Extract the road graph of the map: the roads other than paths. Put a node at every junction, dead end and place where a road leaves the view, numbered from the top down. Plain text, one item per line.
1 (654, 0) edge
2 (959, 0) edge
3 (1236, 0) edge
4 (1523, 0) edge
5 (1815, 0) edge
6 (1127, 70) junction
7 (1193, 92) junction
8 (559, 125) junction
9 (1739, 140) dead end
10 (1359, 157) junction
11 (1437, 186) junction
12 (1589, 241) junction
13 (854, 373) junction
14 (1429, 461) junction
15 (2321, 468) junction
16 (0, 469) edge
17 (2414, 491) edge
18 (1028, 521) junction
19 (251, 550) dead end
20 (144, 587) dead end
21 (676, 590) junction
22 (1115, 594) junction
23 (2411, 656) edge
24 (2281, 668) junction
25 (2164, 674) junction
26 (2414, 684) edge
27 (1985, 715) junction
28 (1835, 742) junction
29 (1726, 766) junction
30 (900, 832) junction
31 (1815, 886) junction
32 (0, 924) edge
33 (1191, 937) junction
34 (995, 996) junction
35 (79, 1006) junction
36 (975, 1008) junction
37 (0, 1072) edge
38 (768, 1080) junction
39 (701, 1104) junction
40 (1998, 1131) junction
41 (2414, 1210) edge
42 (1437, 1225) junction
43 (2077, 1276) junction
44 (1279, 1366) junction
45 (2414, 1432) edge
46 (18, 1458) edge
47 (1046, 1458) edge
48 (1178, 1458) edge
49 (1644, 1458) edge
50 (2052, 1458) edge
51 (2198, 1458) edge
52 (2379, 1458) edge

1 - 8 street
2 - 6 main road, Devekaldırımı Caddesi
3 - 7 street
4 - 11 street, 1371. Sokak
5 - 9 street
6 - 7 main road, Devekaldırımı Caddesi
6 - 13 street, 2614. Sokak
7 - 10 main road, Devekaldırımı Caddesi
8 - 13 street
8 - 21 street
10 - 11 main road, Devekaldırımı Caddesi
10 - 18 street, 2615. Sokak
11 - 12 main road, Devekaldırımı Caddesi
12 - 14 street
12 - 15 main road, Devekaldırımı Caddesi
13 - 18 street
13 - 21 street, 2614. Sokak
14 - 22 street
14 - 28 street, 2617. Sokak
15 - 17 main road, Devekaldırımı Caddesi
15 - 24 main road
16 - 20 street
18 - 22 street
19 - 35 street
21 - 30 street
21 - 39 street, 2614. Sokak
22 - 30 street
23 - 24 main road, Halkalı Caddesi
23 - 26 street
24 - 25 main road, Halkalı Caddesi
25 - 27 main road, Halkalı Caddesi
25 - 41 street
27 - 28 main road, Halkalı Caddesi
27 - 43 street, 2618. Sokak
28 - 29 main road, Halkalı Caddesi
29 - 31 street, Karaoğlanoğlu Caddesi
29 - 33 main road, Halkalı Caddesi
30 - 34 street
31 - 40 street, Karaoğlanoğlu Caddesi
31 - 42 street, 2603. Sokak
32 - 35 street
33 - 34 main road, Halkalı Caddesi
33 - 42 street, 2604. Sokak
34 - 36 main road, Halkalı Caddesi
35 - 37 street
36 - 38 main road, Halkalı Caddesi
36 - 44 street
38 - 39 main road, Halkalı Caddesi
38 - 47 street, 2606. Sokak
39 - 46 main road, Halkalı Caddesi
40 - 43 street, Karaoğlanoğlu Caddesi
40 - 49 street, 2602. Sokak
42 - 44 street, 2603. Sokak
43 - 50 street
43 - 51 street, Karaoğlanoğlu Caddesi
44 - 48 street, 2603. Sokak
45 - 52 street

◆ **WHAT NEEDS TO BE DONE**:
Your reply should contain every record, unchanged and complete.

◆ **SOLUTION TO THIS PROBLEM**:
Extract the road graph of the map: the roads other than paths. Put a node at every junction, dead end and place where a road leaves the view, numbered from the top down. Plain text, one item per line.
1 (654, 0) edge
2 (959, 0) edge
3 (1236, 0) edge
4 (1523, 0) edge
5 (1815, 0) edge
6 (1127, 70) junction
7 (1193, 92) junction
8 (559, 125) junction
9 (1739, 140) dead end
10 (1359, 157) junction
11 (1437, 186) junction
12 (1589, 241) junction
13 (854, 373) junction
14 (1429, 461) junction
15 (2321, 468) junction
16 (0, 469) edge
17 (2414, 491) edge
18 (1028, 521) junction
19 (251, 550) dead end
20 (144, 587) dead end
21 (676, 590) junction
22 (1115, 594) junction
23 (2411, 656) edge
24 (2281, 668) junction
25 (2164, 674) junction
26 (2414, 684) edge
27 (1985, 715) junction
28 (1835, 742) junction
29 (1726, 766) junction
30 (900, 832) junction
31 (1815, 886) junction
32 (0, 924) edge
33 (1191, 937) junction
34 (995, 996) junction
35 (79, 1006) junction
36 (975, 1008) junction
37 (0, 1072) edge
38 (768, 1080) junction
39 (701, 1104) junction
40 (1998, 1131) junction
41 (2414, 1210) edge
42 (1437, 1225) junction
43 (2077, 1276) junction
44 (1279, 1366) junction
45 (2414, 1432) edge
46 (18, 1458) edge
47 (1046, 1458) edge
48 (1178, 1458) edge
49 (1644, 1458) edge
50 (2052, 1458) edge
51 (2198, 1458) edge
52 (2379, 1458) edge

1 - 8 street
2 - 6 main road, Devekaldırımı Caddesi
3 - 7 street
4 - 11 street, 1371. Sokak
5 - 9 street
6 - 7 main road, Devekaldırımı Caddesi
6 - 13 street, 2614. Sokak
7 - 10 main road, Devekaldırımı Caddesi
8 - 13 street
8 - 21 street
10 - 11 main road, Devekaldırımı Caddesi
10 - 18 street, 2615. Sokak
11 - 12 main road, Devekaldırımı Caddesi
12 - 14 street
12 - 15 main road, Devekaldırımı Caddesi
13 - 18 street
13 - 21 street, 2614. Sokak
14 - 22 street
14 - 28 street, 2617. Sokak
15 - 17 main road, Devekaldırımı Caddesi
15 - 24 main road
16 - 20 street
18 - 22 street
19 - 35 street
21 - 30 street
21 - 39 street, 2614. Sokak
22 - 30 street
23 - 24 main road, Halkalı Caddesi
23 - 26 street
24 - 25 main road, Halkalı Caddesi
25 - 27 main road, Halkalı Caddesi
25 - 41 street
27 - 28 main road, Halkalı Caddesi
27 - 43 street, 2618. Sokak
28 - 29 main road, Halkalı Caddesi
29 - 31 street, Karaoğlanoğlu Caddesi
29 - 33 main road, Halkalı Caddesi
30 - 34 street
31 - 40 street, Karaoğlanoğlu Caddesi
31 - 42 street, 2603. Sokak
32 - 35 street
33 - 34 main road, Halkalı Caddesi
33 - 42 street, 2604. Sokak
34 - 36 main road, Halkalı Caddesi
35 - 37 street
36 - 38 main road, Halkalı Caddesi
36 - 44 street
38 - 39 main road, Halkalı Caddesi
38 - 47 street, 2606. Sokak
39 - 46 main road, Halkalı Caddesi
40 - 43 street, Karaoğlanoğlu Caddesi
40 - 49 street, 2602. Sokak
42 - 44 street, 2603. Sokak
43 - 50 street
43 - 51 street, Karaoğlanoğlu Caddesi
44 - 48 street, 2603. Sokak
45 - 52 street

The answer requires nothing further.